TO DO:
Each entry must be reproduced precisely as it stands.

TASK MATERIAL:
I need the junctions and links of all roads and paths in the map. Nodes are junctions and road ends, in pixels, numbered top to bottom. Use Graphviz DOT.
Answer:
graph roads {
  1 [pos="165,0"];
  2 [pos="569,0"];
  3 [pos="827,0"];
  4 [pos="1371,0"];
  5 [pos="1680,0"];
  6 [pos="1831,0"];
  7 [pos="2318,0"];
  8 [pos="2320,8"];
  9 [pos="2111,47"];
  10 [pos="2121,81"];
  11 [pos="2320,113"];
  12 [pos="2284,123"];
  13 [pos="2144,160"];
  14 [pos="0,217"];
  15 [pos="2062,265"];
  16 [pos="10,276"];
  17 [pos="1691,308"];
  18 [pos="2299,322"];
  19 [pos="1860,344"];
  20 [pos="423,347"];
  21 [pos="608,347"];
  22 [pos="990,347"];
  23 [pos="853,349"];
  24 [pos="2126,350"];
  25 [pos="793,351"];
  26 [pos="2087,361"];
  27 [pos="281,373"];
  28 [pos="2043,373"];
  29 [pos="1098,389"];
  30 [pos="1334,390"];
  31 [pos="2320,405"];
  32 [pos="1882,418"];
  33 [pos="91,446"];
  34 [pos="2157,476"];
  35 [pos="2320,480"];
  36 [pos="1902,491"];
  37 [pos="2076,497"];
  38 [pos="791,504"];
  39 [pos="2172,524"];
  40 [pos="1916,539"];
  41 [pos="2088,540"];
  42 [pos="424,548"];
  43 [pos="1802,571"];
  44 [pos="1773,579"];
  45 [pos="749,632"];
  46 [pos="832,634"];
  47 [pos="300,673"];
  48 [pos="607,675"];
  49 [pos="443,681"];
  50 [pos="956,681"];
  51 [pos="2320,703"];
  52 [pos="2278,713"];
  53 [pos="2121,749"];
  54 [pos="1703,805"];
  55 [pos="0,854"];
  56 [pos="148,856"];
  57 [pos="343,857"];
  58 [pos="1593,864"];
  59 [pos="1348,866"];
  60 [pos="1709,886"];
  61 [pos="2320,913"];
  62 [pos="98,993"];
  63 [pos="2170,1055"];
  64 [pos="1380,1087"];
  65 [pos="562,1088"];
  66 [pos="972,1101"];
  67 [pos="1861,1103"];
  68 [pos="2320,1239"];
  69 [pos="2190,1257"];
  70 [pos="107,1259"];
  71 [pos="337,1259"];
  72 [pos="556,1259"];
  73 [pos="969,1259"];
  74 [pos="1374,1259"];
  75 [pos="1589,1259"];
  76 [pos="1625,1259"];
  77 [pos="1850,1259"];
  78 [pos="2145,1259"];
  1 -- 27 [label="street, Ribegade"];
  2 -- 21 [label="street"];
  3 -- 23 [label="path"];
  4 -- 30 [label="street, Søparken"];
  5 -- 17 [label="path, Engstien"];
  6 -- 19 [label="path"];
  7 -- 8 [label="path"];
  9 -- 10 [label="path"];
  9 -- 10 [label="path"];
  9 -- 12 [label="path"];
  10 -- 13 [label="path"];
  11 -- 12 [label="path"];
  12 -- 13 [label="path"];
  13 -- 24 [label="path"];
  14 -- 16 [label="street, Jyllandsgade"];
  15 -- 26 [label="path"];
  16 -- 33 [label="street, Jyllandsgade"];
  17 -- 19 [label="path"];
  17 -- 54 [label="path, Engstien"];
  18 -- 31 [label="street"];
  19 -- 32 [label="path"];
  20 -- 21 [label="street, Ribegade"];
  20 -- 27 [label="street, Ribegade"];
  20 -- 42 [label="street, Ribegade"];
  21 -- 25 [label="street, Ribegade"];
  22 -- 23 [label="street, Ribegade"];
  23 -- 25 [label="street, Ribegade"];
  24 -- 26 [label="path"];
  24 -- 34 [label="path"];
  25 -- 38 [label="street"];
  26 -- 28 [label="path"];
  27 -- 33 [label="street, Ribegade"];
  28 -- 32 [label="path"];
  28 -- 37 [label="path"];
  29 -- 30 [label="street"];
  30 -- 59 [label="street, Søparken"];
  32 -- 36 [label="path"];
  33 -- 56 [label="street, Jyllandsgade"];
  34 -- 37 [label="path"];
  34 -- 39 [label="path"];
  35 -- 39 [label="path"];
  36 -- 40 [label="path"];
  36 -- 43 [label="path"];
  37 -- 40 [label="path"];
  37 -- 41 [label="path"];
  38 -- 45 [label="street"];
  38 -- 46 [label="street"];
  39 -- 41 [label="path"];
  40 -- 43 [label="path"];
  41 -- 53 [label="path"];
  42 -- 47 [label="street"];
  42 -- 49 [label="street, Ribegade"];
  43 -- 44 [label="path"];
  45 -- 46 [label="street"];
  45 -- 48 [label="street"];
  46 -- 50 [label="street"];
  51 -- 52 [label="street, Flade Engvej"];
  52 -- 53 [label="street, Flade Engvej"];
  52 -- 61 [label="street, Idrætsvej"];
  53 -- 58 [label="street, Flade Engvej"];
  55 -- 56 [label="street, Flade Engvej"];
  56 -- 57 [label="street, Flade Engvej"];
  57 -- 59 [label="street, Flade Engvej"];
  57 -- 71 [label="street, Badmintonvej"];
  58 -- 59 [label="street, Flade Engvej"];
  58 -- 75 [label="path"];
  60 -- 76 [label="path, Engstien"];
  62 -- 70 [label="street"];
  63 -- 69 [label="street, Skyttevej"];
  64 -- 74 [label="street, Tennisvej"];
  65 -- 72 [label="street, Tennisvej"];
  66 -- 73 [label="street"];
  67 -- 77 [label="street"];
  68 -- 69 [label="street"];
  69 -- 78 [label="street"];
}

ANSWER SPACE:
I need the junctions and links of all roads and paths in the map. Nodes are junctions and road ends, in pixels, numbered top to bottom. Use Graphviz DOT.
Answer:
graph roads {
  1 [pos="165,0"];
  2 [pos="569,0"];
  3 [pos="827,0"];
  4 [pos="1371,0"];
  5 [pos="1680,0"];
  6 [pos="1831,0"];
  7 [pos="2318,0"];
  8 [pos="2320,8"];
  9 [pos="2111,47"];
  10 [pos="2121,81"];
  11 [pos="2320,113"];
  12 [pos="2284,123"];
  13 [pos="2144,160"];
  14 [pos="0,217"];
  15 [pos="2062,265"];
  16 [pos="10,276"];
  17 [pos="1691,308"];
  18 [pos="2299,322"];
  19 [pos="1860,344"];
  20 [pos="423,347"];
  21 [pos="608,347"];
  22 [pos="990,347"];
  23 [pos="853,349"];
  24 [pos="2126,350"];
  25 [pos="793,351"];
  26 [pos="2087,361"];
  27 [pos="281,373"];
  28 [pos="2043,373"];
  29 [pos="1098,389"];
  30 [pos="1334,390"];
  31 [pos="2320,405"];
  32 [pos="1882,418"];
  33 [pos="91,446"];
  34 [pos="2157,476"];
  35 [pos="2320,480"];
  36 [pos="1902,491"];
  37 [pos="2076,497"];
  38 [pos="791,504"];
  39 [pos="2172,524"];
  40 [pos="1916,539"];
  41 [pos="2088,540"];
  42 [pos="424,548"];
  43 [pos="1802,571"];
  44 [pos="1773,579"];
  45 [pos="749,632"];
  46 [pos="832,634"];
  47 [pos="300,673"];
  48 [pos="607,675"];
  49 [pos="443,681"];
  50 [pos="956,681"];
  51 [pos="2320,703"];
  52 [pos="2278,713"];
  53 [pos="2121,749"];
  54 [pos="1703,805"];
  55 [pos="0,854"];
  56 [pos="148,856"];
  57 [pos="343,857"];
  58 [pos="1593,864"];
  59 [pos="1348,866"];
  60 [pos="1709,886"];
  61 [pos="2320,913"];
  62 [pos="98,993"];
  63 [pos="2170,1055"];
  64 [pos="1380,1087"];
  65 [pos="562,1088"];
  66 [pos="972,1101"];
  67 [pos="1861,1103"];
  68 [pos="2320,1239"];
  69 [pos="2190,1257"];
  70 [pos="107,1259"];
  71 [pos="337,1259"];
  72 [pos="556,1259"];
  73 [pos="969,1259"];
  74 [pos="1374,1259"];
  75 [pos="1589,1259"];
  76 [pos="1625,1259"];
  77 [pos="1850,1259"];
  78 [pos="2145,1259"];
  1 -- 27 [label="street, Ribegade"];
  2 -- 21 [label="street"];
  3 -- 23 [label="path"];
  4 -- 30 [label="street, Søparken"];
  5 -- 17 [label="path, Engstien"];
  6 -- 19 [label="path"];
  7 -- 8 [label="path"];
  9 -- 10 [label="path"];
  9 -- 10 [label="path"];
  9 -- 12 [label="path"];
  10 -- 13 [label="path"];
  11 -- 12 [label="path"];
  12 -- 13 [label="path"];
  13 -- 24 [label="path"];
  14 -- 16 [label="street, Jyllandsgade"];
  15 -- 26 [label="path"];
  16 -- 33 [label="street, Jyllandsgade"];
  17 -- 19 [label="path"];
  17 -- 54 [label="path, Engstien"];
  18 -- 31 [label="street"];
  19 -- 32 [label="path"];
  20 -- 21 [label="street, Ribegade"];
  20 -- 27 [label="street, Ribegade"];
  20 -- 42 [label="street, Ribegade"];
  21 -- 25 [label="street, Ribegade"];
  22 -- 23 [label="street, Ribegade"];
  23 -- 25 [label="street, Ribegade"];
  24 -- 26 [label="path"];
  24 -- 34 [label="path"];
  25 -- 38 [label="street"];
  26 -- 28 [label="path"];
  27 -- 33 [label="street, Ribegade"];
  28 -- 32 [label="path"];
  28 -- 37 [label="path"];
  29 -- 30 [label="street"];
  30 -- 59 [label="street, Søparken"];
  32 -- 36 [label="path"];
  33 -- 56 [label="street, Jyllandsgade"];
  34 -- 37 [label="path"];
  34 -- 39 [label="path"];
  35 -- 39 [label="path"];
  36 -- 40 [label="path"];
  36 -- 43 [label="path"];
  37 -- 40 [label="path"];
  37 -- 41 [label="path"];
  38 -- 45 [label="street"];
  38 -- 46 [label="street"];
  39 -- 41 [label="path"];
  40 -- 43 [label="path"];
  41 -- 53 [label="path"];
  42 -- 47 [label="street"];
  42 -- 49 [label="street, Ribegade"];
  43 -- 44 [label="path"];
  45 -- 46 [label="street"];
  45 -- 48 [label="street"];
  46 -- 50 [label="street"];
  51 -- 52 [label="street, Flade Engvej"];
  52 -- 53 [label="street, Flade Engvej"];
  52 -- 61 [label="street, Idrætsvej"];
  53 -- 58 [label="street, Flade Engvej"];
  55 -- 56 [label="street, Flade Engvej"];
  56 -- 57 [label="street, Flade Engvej"];
  57 -- 59 [label="street, Flade Engvej"];
  57 -- 71 [label="street, Badmintonvej"];
  58 -- 59 [label="street, Flade Engvej"];
  58 -- 75 [label="path"];
  60 -- 76 [label="path, Engstien"];
  62 -- 70 [label="street"];
  63 -- 69 [label="street, Skyttevej"];
  64 -- 74 [label="street, Tennisvej"];
  65 -- 72 [label="street, Tennisvej"];
  66 -- 73 [label="street"];
  67 -- 77 [label="street"];
  68 -- 69 [label="street"];
  69 -- 78 [label="street"];
}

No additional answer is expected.